Andrew Walsh (pictured), head of Passive & ETF Specialist Sales for UK & Ireland, UBS Asset Management, says: “There has been a wide array of clients who have been buying into this range of products but it’s been wealth managers who have made up the largest proportion of the buyers in these as these ETFs provide simple access to best in class ESG companies in a neat wrapper. Increasingly, we are finding that wealth managers are looking to replace core exposures with more sustainable versions of these.”
From conversations with wealth clients and those drawn from the family office and IFA community, clients are driving the demand for ESG or SRI type investment, particularly the next generation, who have read about ESG investing.
“There is an interesting development whereby the new generation of investors, where money has been passed down a generation, are reviewing their investments and saying ‘why would I want to own weapons or tobacco stocks?’” Walsh says.
“Of course, we are the product end and not privy to exactly what the end- investors are saying and thinking, but these are the sorts of things we hear from clients. Further, there seems to be a healthy amount of demand for more targeted ESG exposures and this is why we continue to develop more innovative products in this space.”

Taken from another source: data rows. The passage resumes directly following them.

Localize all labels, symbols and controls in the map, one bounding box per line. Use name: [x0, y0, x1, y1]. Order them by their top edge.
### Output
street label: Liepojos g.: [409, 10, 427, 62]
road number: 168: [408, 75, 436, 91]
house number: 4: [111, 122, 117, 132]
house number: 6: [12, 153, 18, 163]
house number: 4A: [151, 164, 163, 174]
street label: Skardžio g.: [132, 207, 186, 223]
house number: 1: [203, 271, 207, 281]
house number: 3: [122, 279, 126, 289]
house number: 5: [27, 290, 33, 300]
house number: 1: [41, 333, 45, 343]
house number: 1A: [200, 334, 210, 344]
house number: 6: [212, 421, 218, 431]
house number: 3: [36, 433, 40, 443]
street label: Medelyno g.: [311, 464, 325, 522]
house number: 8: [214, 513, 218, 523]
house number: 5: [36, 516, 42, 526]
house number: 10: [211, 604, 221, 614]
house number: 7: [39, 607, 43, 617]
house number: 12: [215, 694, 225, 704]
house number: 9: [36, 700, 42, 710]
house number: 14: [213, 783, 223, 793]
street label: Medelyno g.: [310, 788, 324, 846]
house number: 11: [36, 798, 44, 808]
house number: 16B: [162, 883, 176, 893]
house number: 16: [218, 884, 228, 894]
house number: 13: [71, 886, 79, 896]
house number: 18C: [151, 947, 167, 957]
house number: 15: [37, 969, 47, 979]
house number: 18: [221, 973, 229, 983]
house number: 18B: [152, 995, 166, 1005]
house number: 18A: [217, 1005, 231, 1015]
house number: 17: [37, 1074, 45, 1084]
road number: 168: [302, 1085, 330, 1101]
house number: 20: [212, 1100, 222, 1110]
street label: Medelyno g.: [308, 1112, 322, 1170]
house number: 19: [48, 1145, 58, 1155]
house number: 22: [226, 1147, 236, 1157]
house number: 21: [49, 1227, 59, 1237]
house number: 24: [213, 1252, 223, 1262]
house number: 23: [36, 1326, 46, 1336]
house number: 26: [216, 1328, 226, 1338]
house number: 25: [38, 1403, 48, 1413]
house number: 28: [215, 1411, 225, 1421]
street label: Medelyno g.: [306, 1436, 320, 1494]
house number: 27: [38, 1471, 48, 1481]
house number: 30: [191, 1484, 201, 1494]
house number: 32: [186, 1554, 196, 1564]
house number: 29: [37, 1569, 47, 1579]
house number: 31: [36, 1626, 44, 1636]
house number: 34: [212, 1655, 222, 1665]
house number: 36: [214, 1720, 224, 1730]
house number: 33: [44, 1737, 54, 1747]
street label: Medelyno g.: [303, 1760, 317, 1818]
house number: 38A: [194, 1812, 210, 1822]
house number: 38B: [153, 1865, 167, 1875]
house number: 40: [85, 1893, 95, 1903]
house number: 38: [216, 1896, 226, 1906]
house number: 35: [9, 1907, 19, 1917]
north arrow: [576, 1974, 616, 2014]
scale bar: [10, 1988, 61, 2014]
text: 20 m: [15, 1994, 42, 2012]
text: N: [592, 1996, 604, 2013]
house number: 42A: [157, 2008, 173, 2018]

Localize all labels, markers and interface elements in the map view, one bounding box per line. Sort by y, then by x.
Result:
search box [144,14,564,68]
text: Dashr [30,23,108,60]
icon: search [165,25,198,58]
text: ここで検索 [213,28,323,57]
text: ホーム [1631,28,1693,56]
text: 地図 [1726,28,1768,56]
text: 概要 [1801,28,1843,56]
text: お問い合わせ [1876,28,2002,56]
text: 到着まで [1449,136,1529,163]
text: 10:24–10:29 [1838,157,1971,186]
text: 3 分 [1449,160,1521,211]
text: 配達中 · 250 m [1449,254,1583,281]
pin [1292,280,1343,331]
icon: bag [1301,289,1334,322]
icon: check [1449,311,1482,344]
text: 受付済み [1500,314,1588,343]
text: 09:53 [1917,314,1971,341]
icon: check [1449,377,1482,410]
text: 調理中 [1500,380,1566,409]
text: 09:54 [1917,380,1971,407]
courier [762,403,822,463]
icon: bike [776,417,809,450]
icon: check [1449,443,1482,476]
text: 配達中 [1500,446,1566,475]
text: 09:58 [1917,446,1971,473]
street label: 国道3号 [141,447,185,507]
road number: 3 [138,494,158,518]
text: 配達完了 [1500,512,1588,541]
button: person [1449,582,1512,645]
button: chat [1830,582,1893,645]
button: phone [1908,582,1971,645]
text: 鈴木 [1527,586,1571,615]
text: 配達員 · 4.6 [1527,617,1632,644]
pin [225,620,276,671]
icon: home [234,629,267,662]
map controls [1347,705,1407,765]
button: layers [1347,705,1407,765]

The new ETFs offer access to core Eurozone ESG-screened blue-chips through the UBS ETF (LU) EURO STOXX 50 ESG UCITS ETF; Chinese equities that pass ESG screening criteria are now accessible for the first time passively via the UBS ETF (LU) MSCI China ESG Universal UCITS ETF and investment grade USD denominated Emerging Market debt with a sustainability filter is now available via the UBS ETF (LU) J.P. Morgan USD EM IG ESG Diversified Bond UCITS ETF.
Walsh describes this last ETF as esoteric, which he believes is a good sign that the space and the appetite in the space is growing.
The original ETF, the MSCI World SRI ETF, includes companies that represent the top quartile on ESG criteria. “If you remove 75 per cent of the index, you are creating a best-in-class profile,” Walsh says.
The ESG filters across the emerging markets and, in particular, China, are not as strict but are designed to allow the ETFs to be viable alternatives to the standard type of product in each sector.
The China ESG Universal UCITS ETF, which offers a SRI ETF route to China for the first time, is based on the MSCI China ESG Universal Index, which favours companies with ‘a robust and an improving ESG profile’, and excludes companies that are ESG and/or controversy unrated, as well as those which have been involved in controversies or involved in the production of controversial weapons.
The ESG EM Diversified Investment grade bond ETF is designed to offer a credit and sustainability filtered selection of sovereign and corporate Emerging Market USD debt, and to offer diversification to bond portfolios.
UBS AM notes that sustainability-focused ETFs in Europe have seen assets reach EUR17 billion, up 70 per cent compared to the end of 2018, according to Morningstar. While equities in the ESG ETF sector represent 84 per cent of total assets, ESG fixed income ETFs have also seen growth with a doubling of assets in the last 12 months to assets of EUR2.8 billion.